[What this task involves] Your task is to filter the entries and copy every line containing the string "Whipplewood".

[Given records]
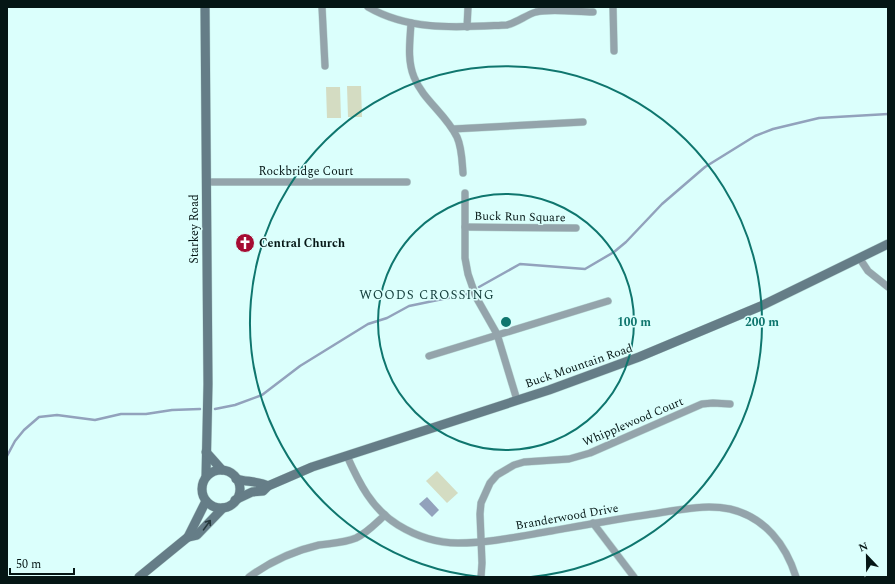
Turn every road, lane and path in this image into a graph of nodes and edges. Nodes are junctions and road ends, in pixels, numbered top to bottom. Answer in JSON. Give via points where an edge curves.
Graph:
{"nodes":[{"id":1,"x":205,"y":7,"type":"edge"},
{"id":2,"x":322,"y":7,"type":"edge"},
{"id":3,"x":368,"y":7,"type":"edge"},
{"id":4,"x":468,"y":7,"type":"edge"},
{"id":5,"x":613,"y":7,"type":"edge"},
{"id":6,"x":593,"y":12,"type":"dead end"},
{"id":7,"x":411,"y":23,"type":"junction"},
{"id":8,"x":467,"y":27,"type":"junction"},
{"id":9,"x":614,"y":51,"type":"dead end"},
{"id":10,"x":325,"y":66,"type":"dead end"},
{"id":11,"x":583,"y":122,"type":"dead end"},
{"id":12,"x":453,"y":129,"type":"junction"},
{"id":13,"x":463,"y":172,"type":"dead end"},
{"id":14,"x":206,"y":182,"type":"junction"},
{"id":15,"x":407,"y":182,"type":"dead end"},
{"id":16,"x":465,"y":193,"type":"dead end"},
{"id":17,"x":465,"y":227,"type":"junction"},
{"id":18,"x":576,"y":228,"type":"dead end"},
{"id":19,"x":888,"y":244,"type":"edge"},
{"id":20,"x":860,"y":259,"type":"junction"},
{"id":21,"x":888,"y":287,"type":"edge"},
{"id":22,"x":608,"y":301,"type":"dead end"},
{"id":23,"x":497,"y":334,"type":"junction"},
{"id":24,"x":429,"y":356,"type":"dead end"},
{"id":25,"x":517,"y":400,"type":"junction"},
{"id":26,"x":730,"y":404,"type":"dead end"},
{"id":27,"x":206,"y":452,"type":"junction"},
{"id":28,"x":347,"y":456,"type":"junction"},
{"id":29,"x":222,"y":470,"type":"junction"},
{"id":30,"x":206,"y":477,"type":"junction"},
{"id":31,"x":236,"y":479,"type":"junction"},
{"id":32,"x":268,"y":486,"type":"junction"},
{"id":33,"x":235,"y":500,"type":"junction"},
{"id":34,"x":206,"y":501,"type":"junction"},
{"id":35,"x":223,"y":508,"type":"junction"},
{"id":36,"x":385,"y":515,"type":"junction"},
{"id":37,"x":593,"y":523,"type":"junction"},
{"id":38,"x":188,"y":537,"type":"junction"},
{"id":39,"x":481,"y":541,"type":"junction"},
{"id":40,"x":142,"y":576,"type":"edge"},
{"id":41,"x":249,"y":577,"type":"edge"},
{"id":42,"x":481,"y":577,"type":"edge"},
{"id":43,"x":634,"y":577,"type":"edge"},
{"id":44,"x":796,"y":577,"type":"edge"}],
"edges":[{"from":1,"to":14,"type":"main road","name":"Starkey Road"},
{"from":2,"to":10,"type":"street"},
{"from":3,"to":7,"type":"street","via":[[386,17]]},
{"from":4,"to":8,"type":"street"},
{"from":5,"to":9,"type":"street"},
{"from":6,"to":8,"type":"street","via":[[538,12],[507,25]]},
{"from":7,"to":8,"type":"street","via":[[435,27]]},
{"from":7,"to":12,"type":"street","via":[[409,53],[414,78]]},
{"from":11,"to":12,"type":"street"},
{"from":12,"to":13,"type":"street","via":[[461,149]]},
{"from":14,"to":15,"type":"street","name":"Rockbridge Court"},
{"from":14,"to":27,"type":"main road","name":"Starkey Road"},
{"from":16,"to":17,"type":"street"},
{"from":17,"to":18,"type":"street","name":"Buck Run Square"},
{"from":17,"to":23,"type":"street","via":[[465,258],[470,281]]},
{"from":19,"to":20,"type":"main road","name":"Buck Mountain Road"},
{"from":20,"to":21,"type":"street","via":[[868,271]]},
{"from":20,"to":25,"type":"main road","name":"Buck Mountain Road","via":[[723,323],[639,357]]},
{"from":22,"to":23,"type":"street"},
{"from":23,"to":24,"type":"street"},
{"from":23,"to":25,"type":"street"},
{"from":25,"to":28,"type":"main road","name":"Buck Mountain Road"},
{"from":26,"to":39,"type":"street","name":"Whipplewood Court","via":[[702,404],[590,453],[569,459],[524,462],[505,469],[490,483],[484,493],[480,514]]},
{"from":27,"to":29,"type":"main road"},
{"from":27,"to":30,"type":"main road","name":"Starkey Road"},
{"from":28,"to":32,"type":"main road","name":"Buck Mountain Road","via":[[312,467]]},
{"from":28,"to":36,"type":"street","name":"Branderwood Drive","via":[[364,490]]},
{"from":29,"to":30,"type":"main road","via":[[210,473]]},
{"from":29,"to":31,"type":"main road","via":[[228,471]]},
{"from":30,"to":34,"type":"main road","via":[[202,489]]},
{"from":31,"to":32,"type":"main road"},
{"from":31,"to":33,"type":"main road","via":[[239,490]]},
{"from":32,"to":33,"type":"main road","name":"Buck Mountain Road","via":[[263,491],[252,492]]},
{"from":33,"to":35,"type":"main road"},
{"from":34,"to":35,"type":"main road"},
{"from":34,"to":38,"type":"main road"},
{"from":38,"to":35,"type":"main road","one_way":true,"via":[[198,535]]},
{"from":36,"to":39,"type":"street","name":"Branderwood Drive","via":[[398,525],[427,538],[459,543]]},
{"from":36,"to":41,"type":"street","via":[[357,538],[281,557]]},
{"from":37,"to":39,"type":"street","name":"Branderwood Drive","via":[[514,538]]},
{"from":37,"to":43,"type":"street"},
{"from":37,"to":44,"type":"street","name":"Branderwood Drive","via":[[702,507],[731,509],[758,521],[769,530],[785,550]]},
{"from":38,"to":40,"type":"main road"},
{"from":39,"to":42,"type":"street","name":"Whipplewood Court"}]}
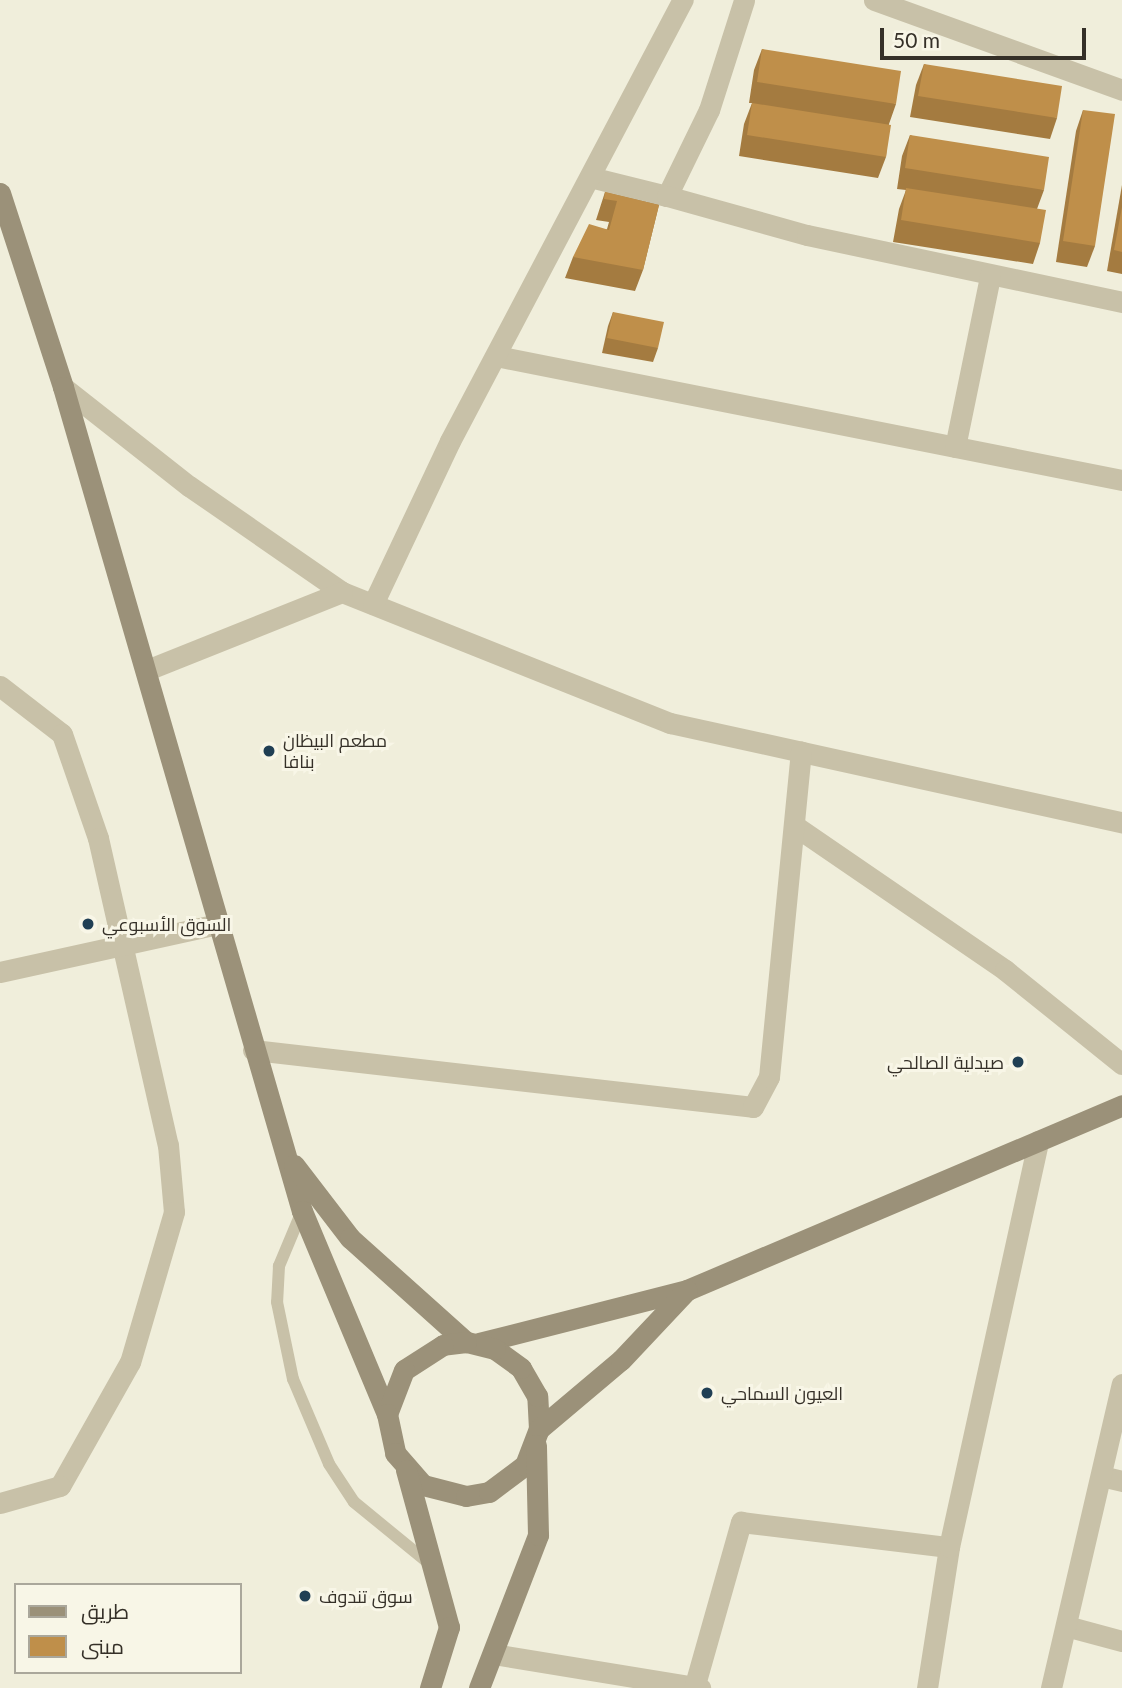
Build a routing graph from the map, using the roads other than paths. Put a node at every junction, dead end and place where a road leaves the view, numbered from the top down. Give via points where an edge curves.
1 (683, 0) edge
2 (744, 0) edge
3 (874, 0) edge
4 (1122, 90) edge
5 (590, 177) junction
6 (0, 193) edge
7 (667, 196) junction
8 (990, 276) junction
9 (1122, 302) edge
10 (496, 356) junction
11 (64, 387) junction
12 (955, 447) junction
13 (1122, 480) edge
14 (342, 592) junction
15 (373, 604) junction
16 (147, 670) junction
17 (0, 686) edge
18 (802, 752) junction
19 (1122, 822) edge
20 (795, 826) junction
21 (218, 925) junction
22 (124, 943) junction
23 (0, 972) edge
24 (253, 1050) junction
25 (1122, 1064) edge
26 (1122, 1104) edge
27 (1038, 1141) junction
28 (286, 1155) junction
29 (302, 1211) junction
30 (687, 1290) junction
31 (472, 1343) junction
32 (1122, 1384) edge
33 (387, 1414) junction
34 (538, 1437) junction
35 (406, 1470) junction
36 (1112, 1478) edge
37 (0, 1503) edge
38 (949, 1547) junction
39 (436, 1569) junction
40 (1066, 1626) junction
41 (1122, 1641) edge
42 (494, 1654) junction
43 (429, 1688) edge
44 (479, 1688) edge
45 (696, 1688) edge
46 (927, 1688) edge
47 (1051, 1688) edge

1 - 5 street
2 - 7 street via 709,110
3 - 4 street
5 - 7 street
5 - 10 street
6 - 11 main road
7 - 8 street
8 - 9 street
8 - 12 street
10 - 12 street
10 - 15 street
11 - 14 street via 189,486
11 - 16 main road
12 - 13 street
14 - 15 street
14 - 16 street
15 - 18 street via 670,723
16 - 21 main road
17 - 22 street via 62,734
18 - 19 street
18 - 20 street
20 - 24 street via 769,1077 753,1107
20 - 25 street via 1005,970
21 - 22 street
21 - 24 main road
22 - 23 street
22 - 37 street via 168,1145 174,1212 130,1363 60,1486
24 - 28 main road
26 - 27 main road
27 - 30 main road
27 - 38 street
28 - 29 main road
28 - 31 main road via 350,1238
29 - 33 main road
29 - 39 lane via 279,1266 277,1302 293,1379 329,1464 355,1502
30 - 31 main road
30 - 34 main road
31 - 33 main road via 443,1345 404,1370
31 - 34 main road via 509,1357 531,1381
32 - 36 street
33 - 35 main road via 391,1443
34 - 35 main road via 509,1481 477,1494 444,1493
34 - 42 main road via 538,1535
35 - 39 main road
36 - 40 street
38 - 45 street via 741,1522
38 - 46 street
39 - 43 main road via 449,1627
40 - 41 street
40 - 47 street
42 - 44 main road
42 - 45 street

[Response box]
{"from":26,"to":39,"type":"street","name":"Whipplewood Court","via":[[702,404],[590,453],[569,459],[524,462],[505,469],[490,483],[484,493],[480,514]]},
{"from":39,"to":42,"type":"street","name":"Whipplewood Court"}]}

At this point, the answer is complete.